Proportionate Font-size increase/decrease in a pre-formatted text doc

Dear Sirs,

I have been using Debian (Knoppix) Linux with Libre Office software exclusively for the last seven years.

I have found a conspicuously absent feature which I shall explain below:

I have a pre-formatted document with different font and font attributes, such as colours, size, etc.
I just want to increase the font size of the document proportionately, without changing anything else.

How to do it?

If this feature is already there please let me know.

I have seen the feature in html editors.

Just to add an integer +i to all font-sizes.

Eager to hear from you,

Rajib Bandopadhyay

Dedicated FOSS GNU user


Dear Pierre, or should I say, Mr. Samyn, or Prof. Samyn?

You are just adorable!

The post was just warm-up :slight_smile:

Now here is the final issue:

The document I downloaded from the internet has all the formatting in Default Style itself, some in Times New Roman 8, Some in Arial 10, Sans Condensed 12, some in normal, some, bold, still some, Italic.

While creating the document the creator did not follow a particular, specific and rigid style.

Now I am suffering because of this stupidity.

I have tried find/replace with formatting, without success, as I have never used the find/replace with various options ever.

I am afraid Style and Formatting won’t help, because of the idiocy.

How can I implement a solution for this document? It is a good document, and I would need to edit it to suit my requirements. And there is no copyright violation involved.


To: Mr. Lupp,

Yes, Sir, I appreciate your humour :slight_smile: But really, I am not sure whether the document is copyleft, and so I didn’ t want to take a chance by sending the link. I copied the document’s format and uploaded it.

And, sir, I am really impressed! A guest had come to our house, and I was temporarily away from my laptop. By the time I returned I find my karma jumping to 11!

I am indebted for the support I received. So now I hope you would get the correct picture about the peculiar formatting.

My regards, Mr. Lupp

format.odt

The no. of pages for the original document is 200. While the formatting style is exactly as shown in the file format.odt managing 200 pages by removing all styles and then applying them individually is tedious ad nauseum.

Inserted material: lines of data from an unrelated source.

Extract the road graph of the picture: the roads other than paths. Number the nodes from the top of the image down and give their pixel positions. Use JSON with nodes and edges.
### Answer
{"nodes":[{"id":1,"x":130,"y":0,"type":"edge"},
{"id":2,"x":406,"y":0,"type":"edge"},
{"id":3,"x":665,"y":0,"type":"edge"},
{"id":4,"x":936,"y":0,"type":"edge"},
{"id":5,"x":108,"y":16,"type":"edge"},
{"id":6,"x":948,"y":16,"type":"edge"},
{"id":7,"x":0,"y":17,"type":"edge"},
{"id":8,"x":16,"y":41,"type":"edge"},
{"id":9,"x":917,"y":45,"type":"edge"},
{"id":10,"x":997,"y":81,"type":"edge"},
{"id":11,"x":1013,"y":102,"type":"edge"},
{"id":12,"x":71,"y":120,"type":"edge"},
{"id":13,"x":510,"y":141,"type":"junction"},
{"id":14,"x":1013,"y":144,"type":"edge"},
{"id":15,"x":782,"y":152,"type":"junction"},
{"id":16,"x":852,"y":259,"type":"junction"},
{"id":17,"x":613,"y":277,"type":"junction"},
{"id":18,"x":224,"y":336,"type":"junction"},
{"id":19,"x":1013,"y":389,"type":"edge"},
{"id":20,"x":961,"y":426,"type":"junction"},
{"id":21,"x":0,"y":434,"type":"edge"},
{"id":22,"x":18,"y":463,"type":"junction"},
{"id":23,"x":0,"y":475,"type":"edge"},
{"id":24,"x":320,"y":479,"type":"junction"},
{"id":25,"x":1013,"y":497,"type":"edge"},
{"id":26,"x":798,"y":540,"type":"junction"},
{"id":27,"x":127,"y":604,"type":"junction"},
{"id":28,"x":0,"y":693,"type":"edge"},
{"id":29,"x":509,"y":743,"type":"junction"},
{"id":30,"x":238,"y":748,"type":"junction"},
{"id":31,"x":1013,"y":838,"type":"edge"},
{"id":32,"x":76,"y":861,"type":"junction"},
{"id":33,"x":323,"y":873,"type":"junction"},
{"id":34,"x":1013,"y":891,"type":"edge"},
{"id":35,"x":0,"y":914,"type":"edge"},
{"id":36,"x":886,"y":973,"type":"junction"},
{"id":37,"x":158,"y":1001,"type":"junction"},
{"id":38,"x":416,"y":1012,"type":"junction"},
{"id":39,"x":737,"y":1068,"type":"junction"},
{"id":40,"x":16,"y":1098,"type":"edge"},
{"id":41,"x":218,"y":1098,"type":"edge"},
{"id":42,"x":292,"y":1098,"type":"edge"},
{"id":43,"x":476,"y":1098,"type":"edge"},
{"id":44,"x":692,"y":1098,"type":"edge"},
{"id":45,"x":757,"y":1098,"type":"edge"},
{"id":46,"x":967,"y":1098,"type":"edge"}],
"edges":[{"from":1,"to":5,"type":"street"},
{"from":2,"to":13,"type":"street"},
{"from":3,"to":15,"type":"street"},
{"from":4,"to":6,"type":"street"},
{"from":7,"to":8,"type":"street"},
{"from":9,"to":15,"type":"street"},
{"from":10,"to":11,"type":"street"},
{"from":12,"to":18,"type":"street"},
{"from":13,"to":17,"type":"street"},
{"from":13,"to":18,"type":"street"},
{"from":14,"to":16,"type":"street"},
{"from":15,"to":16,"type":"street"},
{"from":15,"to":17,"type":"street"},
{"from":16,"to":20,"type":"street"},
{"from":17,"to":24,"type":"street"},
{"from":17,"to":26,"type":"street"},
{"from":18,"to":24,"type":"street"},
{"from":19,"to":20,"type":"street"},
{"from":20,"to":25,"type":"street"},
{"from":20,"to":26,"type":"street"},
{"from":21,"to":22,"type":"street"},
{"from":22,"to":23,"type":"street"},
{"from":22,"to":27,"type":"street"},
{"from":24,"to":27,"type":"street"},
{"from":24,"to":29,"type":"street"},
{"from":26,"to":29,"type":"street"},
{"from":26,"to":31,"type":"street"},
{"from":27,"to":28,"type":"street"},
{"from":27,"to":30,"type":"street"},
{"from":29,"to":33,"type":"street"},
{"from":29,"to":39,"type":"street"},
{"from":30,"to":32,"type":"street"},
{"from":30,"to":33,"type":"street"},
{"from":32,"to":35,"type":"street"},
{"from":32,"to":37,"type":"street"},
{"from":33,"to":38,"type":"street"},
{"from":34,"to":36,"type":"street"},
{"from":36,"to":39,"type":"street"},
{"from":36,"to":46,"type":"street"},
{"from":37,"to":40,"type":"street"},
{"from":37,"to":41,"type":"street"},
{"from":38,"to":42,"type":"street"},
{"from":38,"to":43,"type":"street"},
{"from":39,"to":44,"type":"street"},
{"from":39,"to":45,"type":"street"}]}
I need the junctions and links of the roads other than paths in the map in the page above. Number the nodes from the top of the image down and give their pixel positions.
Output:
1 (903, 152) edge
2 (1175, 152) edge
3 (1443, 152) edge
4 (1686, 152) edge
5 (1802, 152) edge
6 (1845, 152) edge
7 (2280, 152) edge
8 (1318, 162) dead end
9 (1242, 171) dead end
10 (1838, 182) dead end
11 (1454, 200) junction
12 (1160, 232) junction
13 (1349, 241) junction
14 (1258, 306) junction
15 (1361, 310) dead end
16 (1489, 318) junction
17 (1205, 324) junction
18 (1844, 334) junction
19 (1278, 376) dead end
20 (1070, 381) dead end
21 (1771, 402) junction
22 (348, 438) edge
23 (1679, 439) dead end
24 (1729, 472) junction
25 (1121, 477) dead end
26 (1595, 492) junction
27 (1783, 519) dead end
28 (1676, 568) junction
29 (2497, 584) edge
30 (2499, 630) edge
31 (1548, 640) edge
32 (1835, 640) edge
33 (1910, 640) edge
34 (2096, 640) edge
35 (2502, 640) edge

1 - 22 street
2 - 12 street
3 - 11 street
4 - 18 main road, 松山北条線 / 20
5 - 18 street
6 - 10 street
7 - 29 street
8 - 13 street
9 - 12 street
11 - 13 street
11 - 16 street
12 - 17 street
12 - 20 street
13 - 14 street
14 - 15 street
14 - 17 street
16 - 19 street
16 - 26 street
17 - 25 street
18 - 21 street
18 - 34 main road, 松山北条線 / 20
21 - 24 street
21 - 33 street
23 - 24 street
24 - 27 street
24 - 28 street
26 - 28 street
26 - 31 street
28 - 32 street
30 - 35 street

We all suffer from stupidities. … One of them may be the Arial font itself …

If there are not too many different direct formats, and those present (mostly) are at least usable for a complete paragraph each, it might be doable to create ‘New Style from Selection’ in the Stylist (F11) for the most relevant styles, and to regularise the complete document with their help.

Knowing the original URL a more detailed suggestion might be possible.

Yes, I want to, but I need three points to upload an attachment :frowning:

A quoted URL isn’t an attachment.

I will see, however, that enough “Karma” be with you.

Search & replace could be considered if it was necessary to replace direct formattings by styles. But, with all due respect, such a layout is to me nonsense. Attributes are multiplied without semantic value.

My advice would be to erase all these direct formattings (select the entire document and then Ctrl+M) and then assign paragraph (and characters) styles that suit your needs.

I don’t see the point of wasting your time in various “search & replace” successive in that case. Regards

Dear Mr. Samyn, I will commit suicide if I am to edit a 200 page document. I hope you have seen the formatting style, as in format.odt? I am utterly irritated. On the one hand the file is a very important document to me in terms of information, but useless as print for small, smaller & varied fonts & formatting - formatting is essential to categorise information and for the ease of reading the printed document.
Which is why I was searching for an expert like you to help me find a way. Regards

Hi

This feature already exists when using the inheritance of styles which is defined in the Organizer tab: Inherit from.

If you are creating a Style that is based on another Style, you can enter a percentage value or a point value (for example, -2pt or +5pt).

In the example Proportion.odt:

  • Heading inherits from Text Body (140%)
  • Heading1 inherits from Heading (130%)
  • Heading2 inherits from Heading (115%)

So, edit Text Body style will be reflected on dependent styles

Regards

I tried for this entire time. Then I found an optimal solution.

I converted the .odt file into .html file. Then I opened the source text of the html file in Geany (for easy discerning of the text-clusters via colours).

I found that the character sizes ranged from 1 till 13. So I searched from sizes 1-6 and replaced them with size 6, sizes 7-10, with size 10, and 11-13, with size 13 - in short clustering all the sizes into three groups, easily discernible.

Then used Writer to convert the html file back to .odt file. And viola, had a better comprehensible formatting that still retained the weight, italic, subscripts, superscripts, etc.

However, I still distinctly remember there was an application natively available in Windows98SE, most probably called Frontpage Express(not Frontpage, that has to be bought separately ), that had the facility to proportionately increasing/decreasing of font sizes in a text document in the html format. How I miss these applications!